Essen. Deutschlands Stahlwerke sollen klimaneutral werden. Salzgitter-Chef Fuhrmann sieht den Staat bei der Finanzierung des Umbaus in der Pflicht.
Beim Aufbau einer klimaneutralen Produktion setzt der Vorstandschef des Stahlherstellers Salzgitter, Heinz Jörg Fuhrmann, auf massive staatliche Unterstützung. Die erforderlichen Investitionen bis zum Jahr 2030 in der Stahlproduktion von Salzgitter bezifferte Fuhrmann mit einer Milliarde Euro. Bis 2050 seien etwa drei Milliarden Euro erforderlich, sagte der Salzgitter-Chef bei einer Online-Veranstaltung der Wirtschaftspublizistischen Vereinigung (WPV). Der Staat müsse dabei den „überwiegenden Anteil“ beisteuern. „Niemand investiert Geld für Anlagen, die nicht wettbewerbsfähig betrieben werden können“, sagte Fuhrmann. Deshalb benötige die Stahlindustrie unter anderem eine „substanzielle Anschubfinanzierung“.

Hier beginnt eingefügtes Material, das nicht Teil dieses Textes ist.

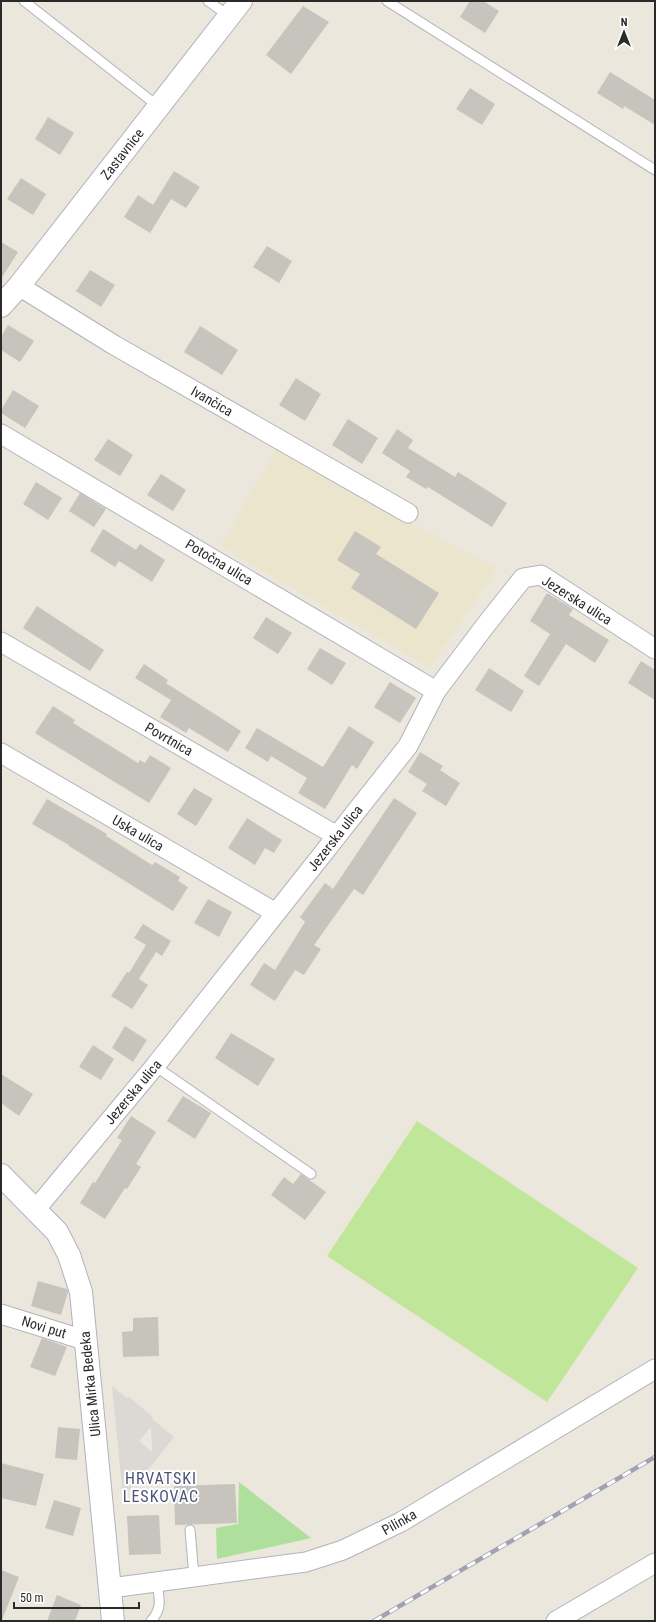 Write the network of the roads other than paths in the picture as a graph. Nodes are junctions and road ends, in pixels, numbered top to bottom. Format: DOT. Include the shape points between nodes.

Staatliche Hilfen für den Umbau seien gut angelegtes Geld, da sich in keinem Wirtschaftsbereich klimaschädliches Kohlendioxid so schnell und kostengünstig einsparen lasse wie beim Stahl, argumentierte Fuhrmann. So falle allein im Hüttenwerk Salzgitter ein Prozent der gesamten CO2-Emissionen in Deutschland an. Zum Vergleich: Die Hochöfen von Thyssenkrupp verursachen Unternehmensangaben zufolge 2,5 Prozent des bundesweiten Kohlendioxid-Ausstoßes.
Vergleich mit Fleisch aus tierfreundlicherer Haltung
Es habe sich die Erkenntnis durchgesetzt, dass die Stahlproduktion auf Basis von Wasserstoff – erzeugt mit Strom aus erneuerbaren Energiequellen wie Windkraft – „die ökologisch sinnvollste und auch wirtschaftlich effizienteste“ Herangehensweise sei, erklärte Fuhrmann. Allerdings sei CO2-armer Stahl teurer als konventionelle Produkte. Verarbeitende Branchen wie die Autoindustrie müssten also Anreize haben, teureres Material zu verarbeiten als jenes, das aus dem Ausland importiert werden könnte.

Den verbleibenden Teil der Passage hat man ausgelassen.